● WORK TASK:
Restate all the data exactly, so that each line is the same as before.

● Dataset records:
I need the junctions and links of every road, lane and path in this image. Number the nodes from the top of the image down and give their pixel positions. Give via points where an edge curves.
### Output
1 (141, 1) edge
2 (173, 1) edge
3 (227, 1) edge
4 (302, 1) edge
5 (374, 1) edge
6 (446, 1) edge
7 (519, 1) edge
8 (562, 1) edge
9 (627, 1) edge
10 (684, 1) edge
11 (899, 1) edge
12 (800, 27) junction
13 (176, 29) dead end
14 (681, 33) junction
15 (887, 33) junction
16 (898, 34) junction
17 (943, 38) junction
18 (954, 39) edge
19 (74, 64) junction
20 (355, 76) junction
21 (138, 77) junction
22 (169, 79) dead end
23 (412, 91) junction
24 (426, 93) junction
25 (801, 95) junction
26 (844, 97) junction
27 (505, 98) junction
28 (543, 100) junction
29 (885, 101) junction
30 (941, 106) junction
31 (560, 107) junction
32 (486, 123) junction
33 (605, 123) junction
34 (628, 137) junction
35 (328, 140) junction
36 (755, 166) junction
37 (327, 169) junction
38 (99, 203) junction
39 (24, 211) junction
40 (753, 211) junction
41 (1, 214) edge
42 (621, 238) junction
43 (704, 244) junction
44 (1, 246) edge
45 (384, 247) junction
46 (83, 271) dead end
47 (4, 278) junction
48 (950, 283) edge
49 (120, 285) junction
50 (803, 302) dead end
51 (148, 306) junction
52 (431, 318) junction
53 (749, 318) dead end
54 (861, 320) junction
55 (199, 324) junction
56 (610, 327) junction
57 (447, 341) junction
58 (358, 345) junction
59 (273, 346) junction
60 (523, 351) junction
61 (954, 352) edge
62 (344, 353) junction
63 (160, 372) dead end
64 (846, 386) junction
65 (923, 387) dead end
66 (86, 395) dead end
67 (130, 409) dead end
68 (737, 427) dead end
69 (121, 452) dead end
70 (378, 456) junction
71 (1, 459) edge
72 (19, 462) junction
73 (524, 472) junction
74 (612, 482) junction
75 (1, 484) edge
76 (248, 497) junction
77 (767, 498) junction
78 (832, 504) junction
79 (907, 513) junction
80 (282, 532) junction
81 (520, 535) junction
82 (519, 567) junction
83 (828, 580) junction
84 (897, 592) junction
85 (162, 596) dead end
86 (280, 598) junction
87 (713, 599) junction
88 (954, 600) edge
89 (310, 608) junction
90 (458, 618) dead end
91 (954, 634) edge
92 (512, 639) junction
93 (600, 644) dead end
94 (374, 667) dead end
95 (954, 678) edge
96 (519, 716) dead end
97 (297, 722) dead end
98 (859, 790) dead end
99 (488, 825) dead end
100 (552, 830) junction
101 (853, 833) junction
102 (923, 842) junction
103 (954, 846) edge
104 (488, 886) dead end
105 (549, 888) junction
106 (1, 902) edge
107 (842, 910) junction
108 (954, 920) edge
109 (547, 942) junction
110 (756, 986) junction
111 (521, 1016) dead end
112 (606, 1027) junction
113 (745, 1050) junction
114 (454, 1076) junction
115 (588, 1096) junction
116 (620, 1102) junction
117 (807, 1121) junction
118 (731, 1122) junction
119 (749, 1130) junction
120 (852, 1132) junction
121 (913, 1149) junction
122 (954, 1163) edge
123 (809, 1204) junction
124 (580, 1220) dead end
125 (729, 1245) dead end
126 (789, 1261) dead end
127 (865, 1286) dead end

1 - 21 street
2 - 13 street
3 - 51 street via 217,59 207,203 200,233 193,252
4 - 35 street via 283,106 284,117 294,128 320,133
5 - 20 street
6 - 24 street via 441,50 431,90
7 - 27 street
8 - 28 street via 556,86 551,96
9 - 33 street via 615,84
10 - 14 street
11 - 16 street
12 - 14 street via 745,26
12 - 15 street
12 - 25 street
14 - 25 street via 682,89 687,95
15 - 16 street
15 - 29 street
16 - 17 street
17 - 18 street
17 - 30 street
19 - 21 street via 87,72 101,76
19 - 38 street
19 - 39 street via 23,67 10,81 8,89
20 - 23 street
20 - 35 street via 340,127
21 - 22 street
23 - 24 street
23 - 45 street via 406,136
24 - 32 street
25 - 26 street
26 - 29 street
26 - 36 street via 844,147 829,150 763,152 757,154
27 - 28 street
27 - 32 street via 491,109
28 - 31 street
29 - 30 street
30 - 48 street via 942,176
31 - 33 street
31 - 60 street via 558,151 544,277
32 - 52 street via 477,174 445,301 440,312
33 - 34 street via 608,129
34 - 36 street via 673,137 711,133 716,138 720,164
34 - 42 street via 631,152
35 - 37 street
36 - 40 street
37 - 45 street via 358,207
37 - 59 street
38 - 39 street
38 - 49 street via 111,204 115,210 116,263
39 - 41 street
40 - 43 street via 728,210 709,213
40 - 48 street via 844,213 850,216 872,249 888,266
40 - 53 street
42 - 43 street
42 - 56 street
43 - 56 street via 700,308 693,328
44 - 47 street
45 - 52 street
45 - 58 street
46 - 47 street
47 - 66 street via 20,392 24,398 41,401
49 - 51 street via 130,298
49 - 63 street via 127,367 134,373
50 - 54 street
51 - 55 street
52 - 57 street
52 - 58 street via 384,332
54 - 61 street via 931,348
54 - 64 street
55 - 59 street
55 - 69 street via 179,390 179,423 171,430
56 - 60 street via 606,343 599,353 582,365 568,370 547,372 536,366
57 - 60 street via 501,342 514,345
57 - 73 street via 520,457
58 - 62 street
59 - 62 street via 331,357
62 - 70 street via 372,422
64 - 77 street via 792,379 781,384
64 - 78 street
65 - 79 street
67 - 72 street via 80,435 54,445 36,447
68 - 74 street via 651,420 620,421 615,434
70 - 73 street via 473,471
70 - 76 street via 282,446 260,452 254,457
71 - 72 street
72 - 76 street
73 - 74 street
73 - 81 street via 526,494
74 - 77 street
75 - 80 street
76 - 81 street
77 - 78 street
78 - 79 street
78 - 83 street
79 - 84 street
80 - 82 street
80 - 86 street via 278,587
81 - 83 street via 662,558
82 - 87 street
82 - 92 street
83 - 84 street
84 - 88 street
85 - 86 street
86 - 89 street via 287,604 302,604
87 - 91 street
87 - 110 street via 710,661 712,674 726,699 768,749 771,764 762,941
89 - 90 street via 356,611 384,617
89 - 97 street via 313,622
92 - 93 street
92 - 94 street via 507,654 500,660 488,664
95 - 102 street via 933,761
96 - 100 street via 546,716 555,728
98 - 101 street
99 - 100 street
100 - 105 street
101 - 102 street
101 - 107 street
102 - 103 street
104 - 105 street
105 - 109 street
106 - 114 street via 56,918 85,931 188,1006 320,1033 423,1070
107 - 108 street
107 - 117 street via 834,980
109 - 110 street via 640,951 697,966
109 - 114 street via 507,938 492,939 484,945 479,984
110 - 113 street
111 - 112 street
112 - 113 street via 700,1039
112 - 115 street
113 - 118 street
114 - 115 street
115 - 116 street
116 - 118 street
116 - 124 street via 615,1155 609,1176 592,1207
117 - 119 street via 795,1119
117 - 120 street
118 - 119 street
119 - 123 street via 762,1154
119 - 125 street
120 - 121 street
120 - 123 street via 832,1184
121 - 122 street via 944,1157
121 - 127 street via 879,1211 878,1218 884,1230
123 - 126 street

● RESULT BELOW:
I need the junctions and links of every road, lane and path in this image. Number the nodes from the top of the image down and give their pixel positions. Give via points where an edge curves.
### Output
1 (141, 1) edge
2 (173, 1) edge
3 (227, 1) edge
4 (302, 1) edge
5 (374, 1) edge
6 (446, 1) edge
7 (519, 1) edge
8 (562, 1) edge
9 (627, 1) edge
10 (684, 1) edge
11 (899, 1) edge
12 (800, 27) junction
13 (176, 29) dead end
14 (681, 33) junction
15 (887, 33) junction
16 (898, 34) junction
17 (943, 38) junction
18 (954, 39) edge
19 (74, 64) junction
20 (355, 76) junction
21 (138, 77) junction
22 (169, 79) dead end
23 (412, 91) junction
24 (426, 93) junction
25 (801, 95) junction
26 (844, 97) junction
27 (505, 98) junction
28 (543, 100) junction
29 (885, 101) junction
30 (941, 106) junction
31 (560, 107) junction
32 (486, 123) junction
33 (605, 123) junction
34 (628, 137) junction
35 (328, 140) junction
36 (755, 166) junction
37 (327, 169) junction
38 (99, 203) junction
39 (24, 211) junction
40 (753, 211) junction
41 (1, 214) edge
42 (621, 238) junction
43 (704, 244) junction
44 (1, 246) edge
45 (384, 247) junction
46 (83, 271) dead end
47 (4, 278) junction
48 (950, 283) edge
49 (120, 285) junction
50 (803, 302) dead end
51 (148, 306) junction
52 (431, 318) junction
53 (749, 318) dead end
54 (861, 320) junction
55 (199, 324) junction
56 (610, 327) junction
57 (447, 341) junction
58 (358, 345) junction
59 (273, 346) junction
60 (523, 351) junction
61 (954, 352) edge
62 (344, 353) junction
63 (160, 372) dead end
64 (846, 386) junction
65 (923, 387) dead end
66 (86, 395) dead end
67 (130, 409) dead end
68 (737, 427) dead end
69 (121, 452) dead end
70 (378, 456) junction
71 (1, 459) edge
72 (19, 462) junction
73 (524, 472) junction
74 (612, 482) junction
75 (1, 484) edge
76 (248, 497) junction
77 (767, 498) junction
78 (832, 504) junction
79 (907, 513) junction
80 (282, 532) junction
81 (520, 535) junction
82 (519, 567) junction
83 (828, 580) junction
84 (897, 592) junction
85 (162, 596) dead end
86 (280, 598) junction
87 (713, 599) junction
88 (954, 600) edge
89 (310, 608) junction
90 (458, 618) dead end
91 (954, 634) edge
92 (512, 639) junction
93 (600, 644) dead end
94 (374, 667) dead end
95 (954, 678) edge
96 (519, 716) dead end
97 (297, 722) dead end
98 (859, 790) dead end
99 (488, 825) dead end
100 (552, 830) junction
101 (853, 833) junction
102 (923, 842) junction
103 (954, 846) edge
104 (488, 886) dead end
105 (549, 888) junction
106 (1, 902) edge
107 (842, 910) junction
108 (954, 920) edge
109 (547, 942) junction
110 (756, 986) junction
111 (521, 1016) dead end
112 (606, 1027) junction
113 (745, 1050) junction
114 (454, 1076) junction
115 (588, 1096) junction
116 (620, 1102) junction
117 (807, 1121) junction
118 (731, 1122) junction
119 (749, 1130) junction
120 (852, 1132) junction
121 (913, 1149) junction
122 (954, 1163) edge
123 (809, 1204) junction
124 (580, 1220) dead end
125 (729, 1245) dead end
126 (789, 1261) dead end
127 (865, 1286) dead end

1 - 21 street
2 - 13 street
3 - 51 street via 217,59 207,203 200,233 193,252
4 - 35 street via 283,106 284,117 294,128 320,133
5 - 20 street
6 - 24 street via 441,50 431,90
7 - 27 street
8 - 28 street via 556,86 551,96
9 - 33 street via 615,84
10 - 14 street
11 - 16 street
12 - 14 street via 745,26
12 - 15 street
12 - 25 street
14 - 25 street via 682,89 687,95
15 - 16 street
15 - 29 street
16 - 17 street
17 - 18 street
17 - 30 street
19 - 21 street via 87,72 101,76
19 - 38 street
19 - 39 street via 23,67 10,81 8,89
20 - 23 street
20 - 35 street via 340,127
21 - 22 street
23 - 24 street
23 - 45 street via 406,136
24 - 32 street
25 - 26 street
26 - 29 street
26 - 36 street via 844,147 829,150 763,152 757,154
27 - 28 street
27 - 32 street via 491,109
28 - 31 street
29 - 30 street
30 - 48 street via 942,176
31 - 33 street
31 - 60 street via 558,151 544,277
32 - 52 street via 477,174 445,301 440,312
33 - 34 street via 608,129
34 - 36 street via 673,137 711,133 716,138 720,164
34 - 42 street via 631,152
35 - 37 street
36 - 40 street
37 - 45 street via 358,207
37 - 59 street
38 - 39 street
38 - 49 street via 111,204 115,210 116,263
39 - 41 street
40 - 43 street via 728,210 709,213
40 - 48 street via 844,213 850,216 872,249 888,266
40 - 53 street
42 - 43 street
42 - 56 street
43 - 56 street via 700,308 693,328
44 - 47 street
45 - 52 street
45 - 58 street
46 - 47 street
47 - 66 street via 20,392 24,398 41,401
49 - 51 street via 130,298
49 - 63 street via 127,367 134,373
50 - 54 street
51 - 55 street
52 - 57 street
52 - 58 street via 384,332
54 - 61 street via 931,348
54 - 64 street
55 - 59 street
55 - 69 street via 179,390 179,423 171,430
56 - 60 street via 606,343 599,353 582,365 568,370 547,372 536,366
57 - 60 street via 501,342 514,345
57 - 73 street via 520,457
58 - 62 street
59 - 62 street via 331,357
62 - 70 street via 372,422
64 - 77 street via 792,379 781,384
64 - 78 street
65 - 79 street
67 - 72 street via 80,435 54,445 36,447
68 - 74 street via 651,420 620,421 615,434
70 - 73 street via 473,471
70 - 76 street via 282,446 260,452 254,457
71 - 72 street
72 - 76 street
73 - 74 street
73 - 81 street via 526,494
74 - 77 street
75 - 80 street
76 - 81 street
77 - 78 street
78 - 79 street
78 - 83 street
79 - 84 street
80 - 82 street
80 - 86 street via 278,587
81 - 83 street via 662,558
82 - 87 street
82 - 92 street
83 - 84 street
84 - 88 street
85 - 86 street
86 - 89 street via 287,604 302,604
87 - 91 street
87 - 110 street via 710,661 712,674 726,699 768,749 771,764 762,941
89 - 90 street via 356,611 384,617
89 - 97 street via 313,622
92 - 93 street
92 - 94 street via 507,654 500,660 488,664
95 - 102 street via 933,761
96 - 100 street via 546,716 555,728
98 - 101 street
99 - 100 street
100 - 105 street
101 - 102 street
101 - 107 street
102 - 103 street
104 - 105 street
105 - 109 street
106 - 114 street via 56,918 85,931 188,1006 320,1033 423,1070
107 - 108 street
107 - 117 street via 834,980
109 - 110 street via 640,951 697,966
109 - 114 street via 507,938 492,939 484,945 479,984
110 - 113 street
111 - 112 street
112 - 113 street via 700,1039
112 - 115 street
113 - 118 street
114 - 115 street
115 - 116 street
116 - 118 street
116 - 124 street via 615,1155 609,1176 592,1207
117 - 119 street via 795,1119
117 - 120 street
118 - 119 street
119 - 123 street via 762,1154
119 - 125 street
120 - 121 street
120 - 123 street via 832,1184
121 - 122 street via 944,1157
121 - 127 street via 879,1211 878,1218 884,1230
123 - 126 street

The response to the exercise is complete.